An outbreak of extremely drug-resistant Pseudomonas aeruginosa in a tertiary care pediatric hospital in Italy.

ABSTRACT

BACKGROUND: Extensively drug-resistant Pseudomonas aeruginosa (XDR-PA) isolates are susceptible to only one or two classes of antibiotics. In 2011-2012, we investigated an outbreak of XDR-PA affecting children with onco-hematological diseases. METHODS: Outbreak investigation included ascertainment of cases, tracing of intestinal carriers and environmental surveillance. Contact precautions were adopted for patients with infection or colonization.
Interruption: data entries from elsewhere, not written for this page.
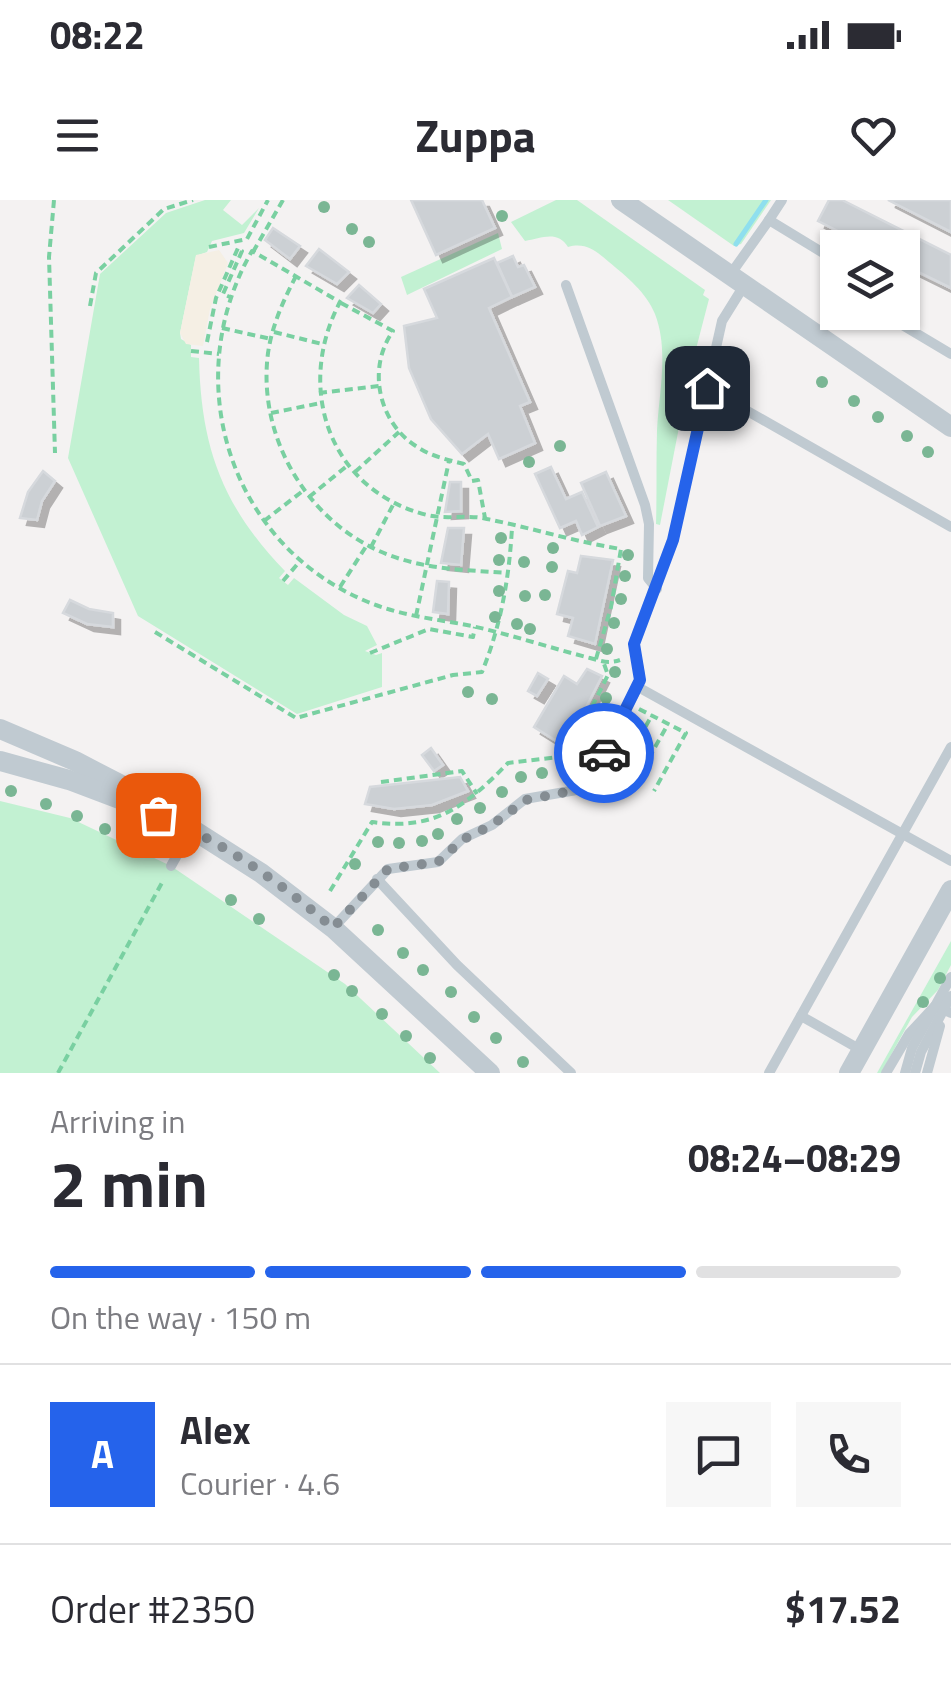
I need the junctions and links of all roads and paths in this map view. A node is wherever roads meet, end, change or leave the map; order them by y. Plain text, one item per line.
1 (54, 200) edge
2 (192, 200) edge
3 (268, 200) edge
4 (283, 200) edge
5 (622, 200) edge
6 (782, 200) edge
7 (769, 220) junction
8 (209, 247) dead end
9 (820, 251) edge
10 (253, 252) junction
11 (296, 276) junction
12 (738, 280) junction
13 (566, 285) dead end
14 (230, 297) junction
15 (340, 302) junction
16 (90, 306) dead end
17 (221, 328) junction
18 (911, 330) edge
19 (273, 332) junction
20 (271, 339) junction
21 (208, 342) dead end
22 (322, 344) junction
23 (191, 351) dead end
24 (219, 354) junction
25 (951, 354) edge
26 (379, 386) junction
27 (707, 388) junction
28 (320, 393) junction
29 (321, 402) junction
30 (270, 413) junction
31 (951, 427) edge
32 (399, 432) junction
33 (55, 453) dead end
34 (449, 460) junction
35 (349, 464) junction
36 (355, 472) junction
37 (304, 490) junction
38 (309, 496) junction
39 (394, 503) junction
40 (436, 517) junction
41 (485, 518) junction
42 (264, 521) junction
43 (512, 527) junction
44 (951, 527) edge
45 (369, 546) junction
46 (301, 560) junction
47 (426, 566) junction
48 (509, 573) junction
49 (283, 581) dead end
50 (339, 588) junction
51 (657, 590) junction
52 (416, 616) junction
53 (475, 627) junction
54 (155, 632) dead end
55 (498, 634) junction
56 (370, 653) dead end
57 (600, 660) junction
58 (620, 660) dead end
59 (638, 687) junction
60 (626, 709) junction
61 (652, 714) junction
62 (669, 723) junction
63 (0, 728) edge
64 (951, 747) edge
65 (0, 760) edge
66 (620, 772) dead end
67 (636, 781) dead end
68 (381, 782) dead end
69 (654, 790) dead end
70 (478, 794) junction
71 (192, 829) junction
72 (903, 834) junction
73 (951, 862) edge
74 (172, 866) joint
75 (377, 879) junction
76 (951, 890) edge
77 (330, 891) dead end
78 (333, 928) junction
79 (951, 976) edge
80 (951, 996) edge
81 (943, 1010) edge
82 (801, 1016) junction
83 (861, 1050) junction
84 (58, 1073) edge
85 (490, 1073) edge
86 (571, 1073) edge
87 (769, 1073) edge
88 (848, 1073) edge
89 (886, 1073) edge
90 (905, 1073) edge
91 (915, 1073) edge
92 (927, 1073) edge

1 - 33 path
2 - 16 path
3 - 8 path
4 - 10 path
5 - 12 street
6 - 7 lane
7 - 9 lane
7 - 12 lane
10 - 11 path
10 - 14 path
11 - 15 path
11 - 19 path
12 - 27 lane
12 - 31 street
13 - 51 lane
14 - 17 path
14 - 21 path
15 - 22 path
15 - 26 path
17 - 20 path
17 - 24 path
18 - 25 lane
19 - 20 path
19 - 22 path
20 - 30 path
22 - 28 path
23 - 24 path
24 - 42 path
26 - 28 path
26 - 32 path
27 - 44 lane
27 - 51 lane
28 - 29 path
29 - 30 path
29 - 35 path
30 - 37 path
32 - 34 path
32 - 36 path
34 - 40 path
34 - 41 path
35 - 36 path
35 - 38 path
36 - 39 path
37 - 38 path
37 - 42 path
38 - 45 path
39 - 40 path
39 - 45 path
40 - 41 path
40 - 47 path
41 - 43 path
42 - 46 path
43 - 48 path
43 - 57 path
45 - 47 path
45 - 50 path
46 - 49 path
46 - 50 path
47 - 48 path
47 - 52 path
48 - 55 path
50 - 52 path
51 - 59 lane
52 - 53 path
53 - 55 path
53 - 56 path
54 - 55 path
55 - 57 path
57 - 58 path
57 - 70 path
59 - 60 lane
59 - 72 lane
60 - 61 path
60 - 75 lane
61 - 62 path
61 - 66 path
62 - 67 path
62 - 69 path
63 - 71 street
64 - 72 lane
65 - 71 street
68 - 70 path
70 - 77 path
71 - 74 lane
71 - 78 street
72 - 73 lane
72 - 82 lane
74 - 84 path
75 - 78 lane
75 - 86 lane
76 - 83 street
78 - 85 street
79 - 81 lane
80 - 81 lane
81 - 89 lane
81 - 90 lane
81 - 91 lane
81 - 92 lane
82 - 83 lane
82 - 87 lane
83 - 88 street

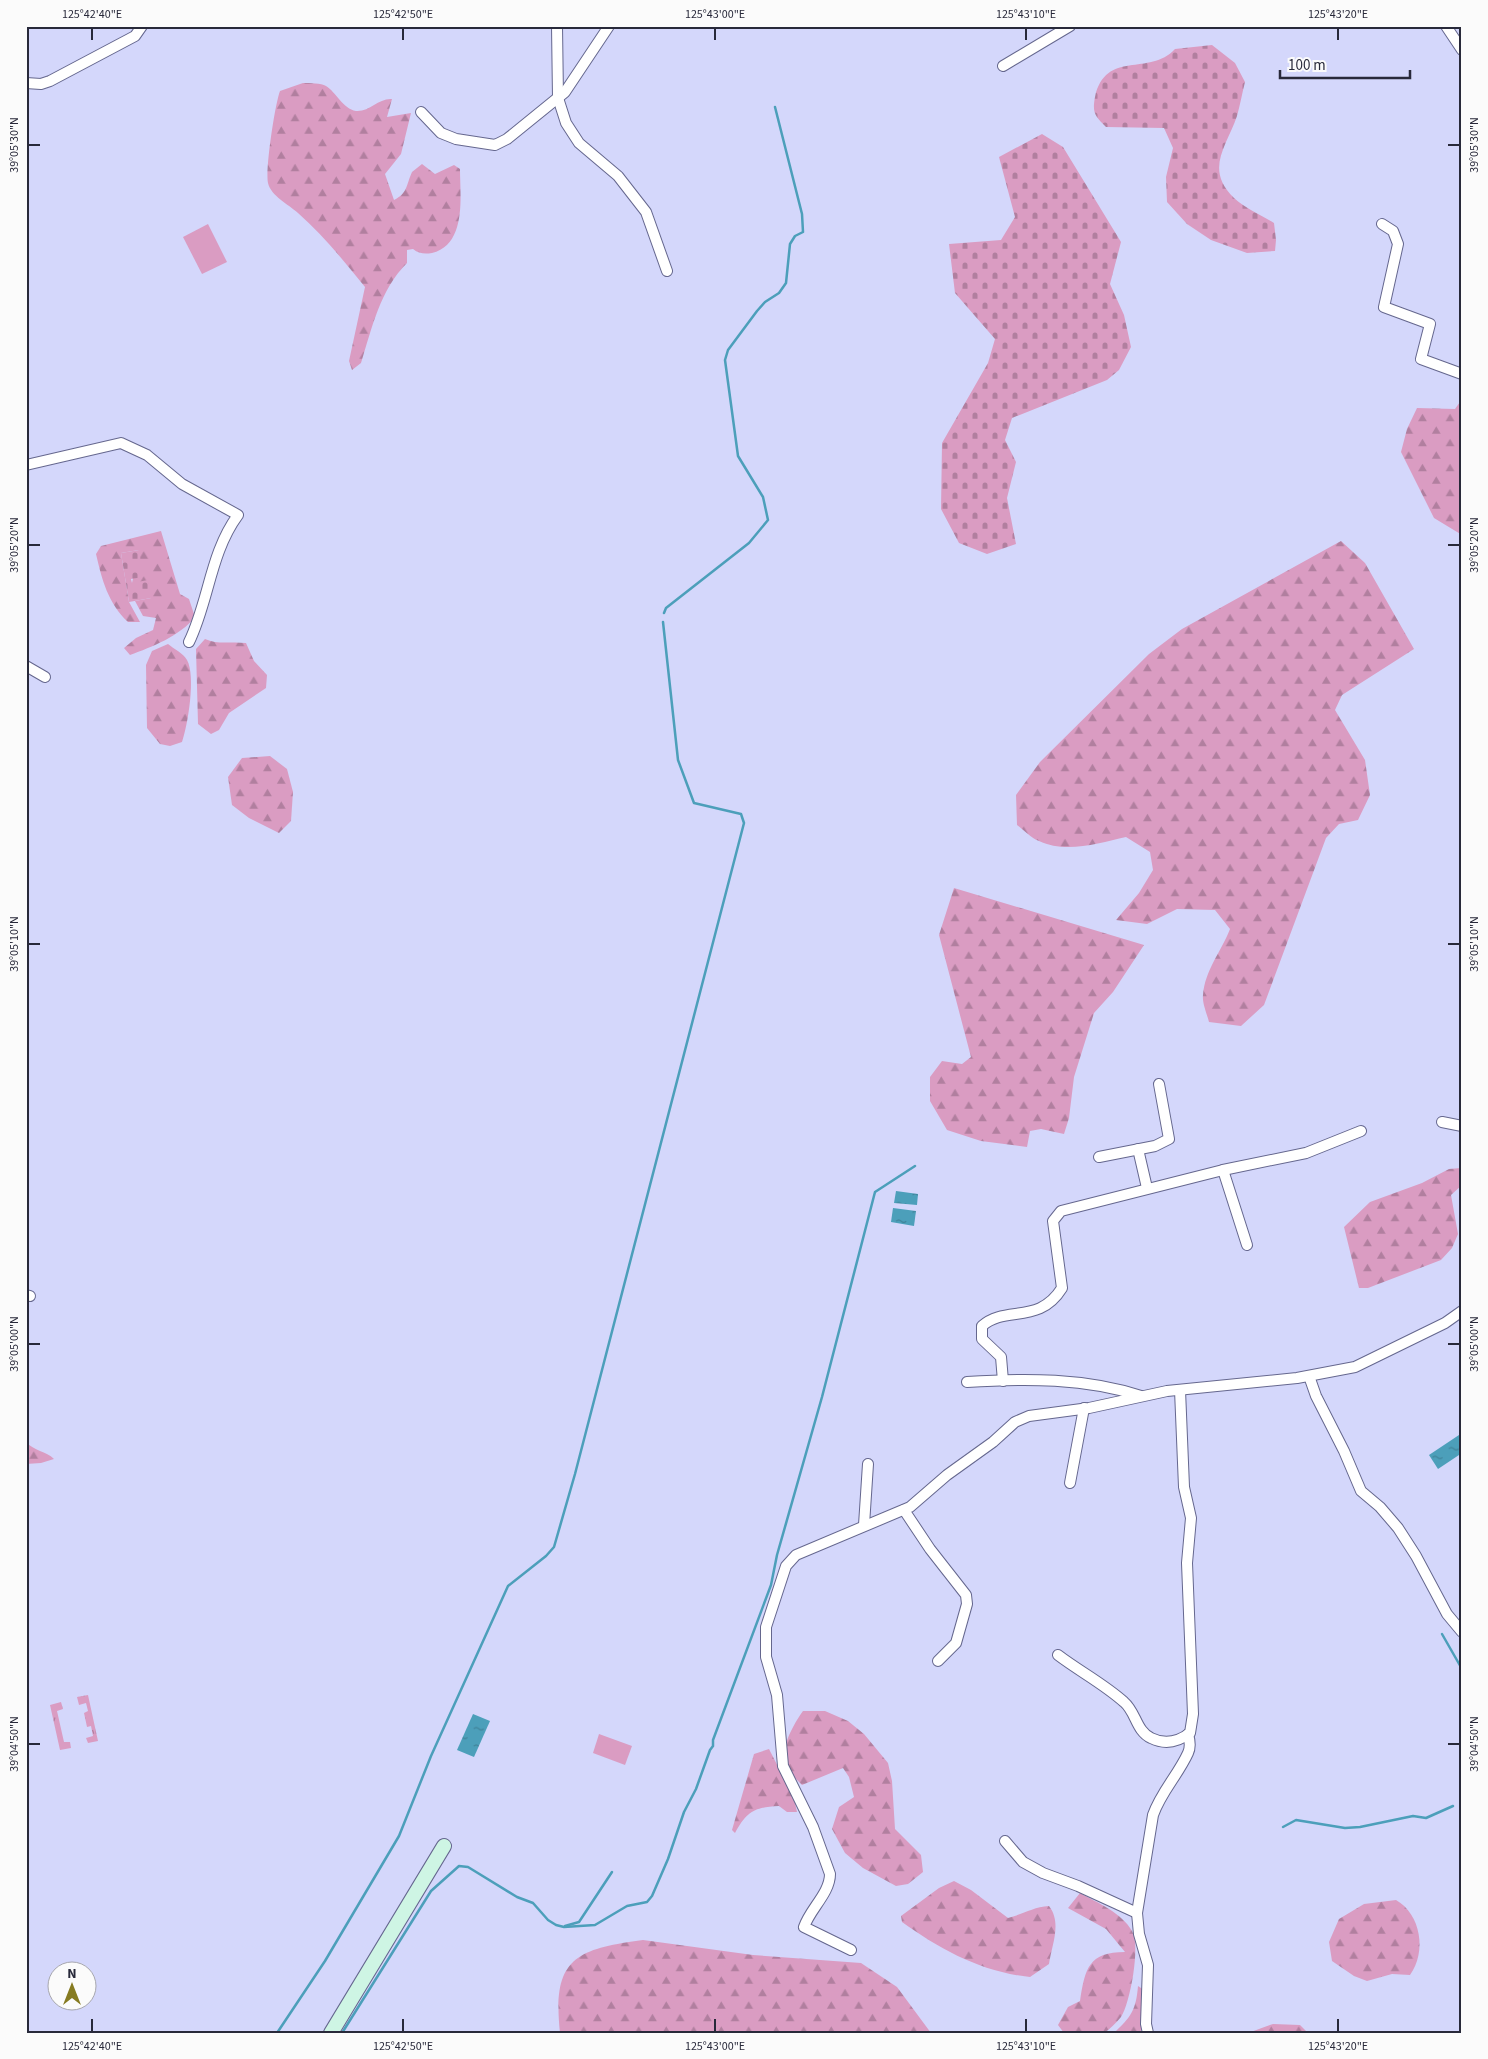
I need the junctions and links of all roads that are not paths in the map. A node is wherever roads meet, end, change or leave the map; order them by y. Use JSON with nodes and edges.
{"nodes":[{"id":1,"x":142,"y":26,"type":"edge"},
{"id":2,"x":557,"y":26,"type":"edge"},
{"id":3,"x":609,"y":26,"type":"edge"},
{"id":4,"x":1070,"y":26,"type":"edge"},
{"id":5,"x":1446,"y":26,"type":"edge"},
{"id":6,"x":1462,"y":50,"type":"edge"},
{"id":7,"x":1003,"y":66,"type":"dead end"},
{"id":8,"x":26,"y":83,"type":"edge"},
{"id":9,"x":558,"y":98,"type":"junction"},
{"id":10,"x":421,"y":112,"type":"dead end"},
{"id":11,"x":1382,"y":224,"type":"dead end"},
{"id":12,"x":667,"y":271,"type":"dead end"},
{"id":13,"x":1462,"y":374,"type":"edge"},
{"id":14,"x":26,"y":465,"type":"edge"},
{"id":15,"x":189,"y":642,"type":"dead end"},
{"id":16,"x":26,"y":666,"type":"edge"},
{"id":17,"x":45,"y":677,"type":"dead end"},
{"id":18,"x":1159,"y":1084,"type":"dead end"},
{"id":19,"x":1442,"y":1122,"type":"dead end"},
{"id":20,"x":1462,"y":1126,"type":"edge"},
{"id":21,"x":1362,"y":1131,"type":"dead end"},
{"id":22,"x":1138,"y":1149,"type":"junction"},
{"id":23,"x":1099,"y":1157,"type":"dead end"},
{"id":24,"x":1223,"y":1170,"type":"junction"},
{"id":25,"x":1147,"y":1188,"type":"junction"},
{"id":26,"x":1247,"y":1245,"type":"dead end"},
{"id":27,"x":1462,"y":1311,"type":"edge"},
{"id":28,"x":1309,"y":1376,"type":"junction"},
{"id":29,"x":1003,"y":1381,"type":"junction"},
{"id":30,"x":967,"y":1382,"type":"dead end"},
{"id":31,"x":1180,"y":1390,"type":"junction"},
{"id":32,"x":1142,"y":1396,"type":"junction"},
{"id":33,"x":1084,"y":1408,"type":"junction"},
{"id":34,"x":868,"y":1464,"type":"dead end"},
{"id":35,"x":1070,"y":1483,"type":"dead end"},
{"id":36,"x":904,"y":1510,"type":"junction"},
{"id":37,"x":864,"y":1525,"type":"junction"},
{"id":38,"x":1462,"y":1632,"type":"edge"},
{"id":39,"x":1058,"y":1656,"type":"dead end"},
{"id":40,"x":938,"y":1661,"type":"dead end"},
{"id":41,"x":1188,"y":1734,"type":"junction"},
{"id":42,"x":1005,"y":1840,"type":"dead end"},
{"id":43,"x":444,"y":1846,"type":"dead end"},
{"id":44,"x":1137,"y":1913,"type":"junction"},
{"id":45,"x":850,"y":1950,"type":"dead end"},
{"id":46,"x":331,"y":2033,"type":"edge"},
{"id":47,"x":1148,"y":2033,"type":"edge"}],
"edges":[{"from":1,"to":8,"type":"street"},
{"from":2,"to":9,"type":"street"},
{"from":3,"to":9,"type":"street"},
{"from":4,"to":7,"type":"street"},
{"from":5,"to":6,"type":"street"},
{"from":9,"to":10,"type":"street"},
{"from":9,"to":12,"type":"street"},
{"from":11,"to":13,"type":"street"},
{"from":14,"to":15,"type":"street"},
{"from":16,"to":17,"type":"street"},
{"from":18,"to":22,"type":"street"},
{"from":19,"to":20,"type":"street"},
{"from":21,"to":24,"type":"street"},
{"from":22,"to":23,"type":"street"},
{"from":22,"to":25,"type":"street"},
{"from":24,"to":25,"type":"street"},
{"from":24,"to":26,"type":"street"},
{"from":25,"to":29,"type":"street"},
{"from":27,"to":28,"type":"street"},
{"from":28,"to":31,"type":"street"},
{"from":28,"to":38,"type":"street"},
{"from":29,"to":30,"type":"street"},
{"from":29,"to":32,"type":"street"},
{"from":31,"to":32,"type":"street"},
{"from":31,"to":41,"type":"street"},
{"from":32,"to":33,"type":"street"},
{"from":33,"to":35,"type":"street"},
{"from":33,"to":36,"type":"street"},
{"from":34,"to":37,"type":"street"},
{"from":36,"to":37,"type":"street"},
{"from":36,"to":40,"type":"street"},
{"from":37,"to":45,"type":"street"},
{"from":39,"to":41,"type":"street"},
{"from":41,"to":44,"type":"street"},
{"from":42,"to":44,"type":"street"},
{"from":43,"to":46,"type":"main road"},
{"from":44,"to":47,"type":"street"}]}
Isolates were tested for antimicrobial susceptibility; phenotypic confirmation of carbapenemase production was performed, and carbapenemase genes were tested by multiplex polymerase-chain-reaction (PCR). Genotypes were determined by pulsed-field gel electrophoresis (PFGE). RESULTS: XDR-PA was isolated from 27 patients; 12 had bacteremia, 6 other infections and 9 were colonized. Severe neutropenia was significantly associated with bacteremia. Bloodstream-infection mortality rate was 67%. All isolates were resistant to carbapenems, cephalosporins and penicillins + ß-lactamase inhibitors. Isolates were susceptible only to colistin in 22 patients, to colistin and amikacin in 4, and to ciprofloxacin and colistin in 1. PFGE results identified 6 subtypes of a single genotype, associated with clusters of cases, and 4 sporadic genotypes. Two sporadic isolates were metallo-ß-lactamase producers, negative to PCR. All other isolates were metallo-ß-lactamase producers due to the presence of a VIM carbapenemase. Incidence of XDR-PA infections decreased from 0.72 cases/1,000 inpatient-days in March 2011-March 2012, to 0.34/1,000 in April-December 2012, after implementation of active finding of intestinal carriers on all onco-hematological inpatients. CONCLUSIONS: Control measures targeting intestinal carriers are crucial in limiting in-hospital transmission of XDR-PA polyclonal strains, protecting more vulnerable patients, such as severely neutropenic children, from developing clinical infections.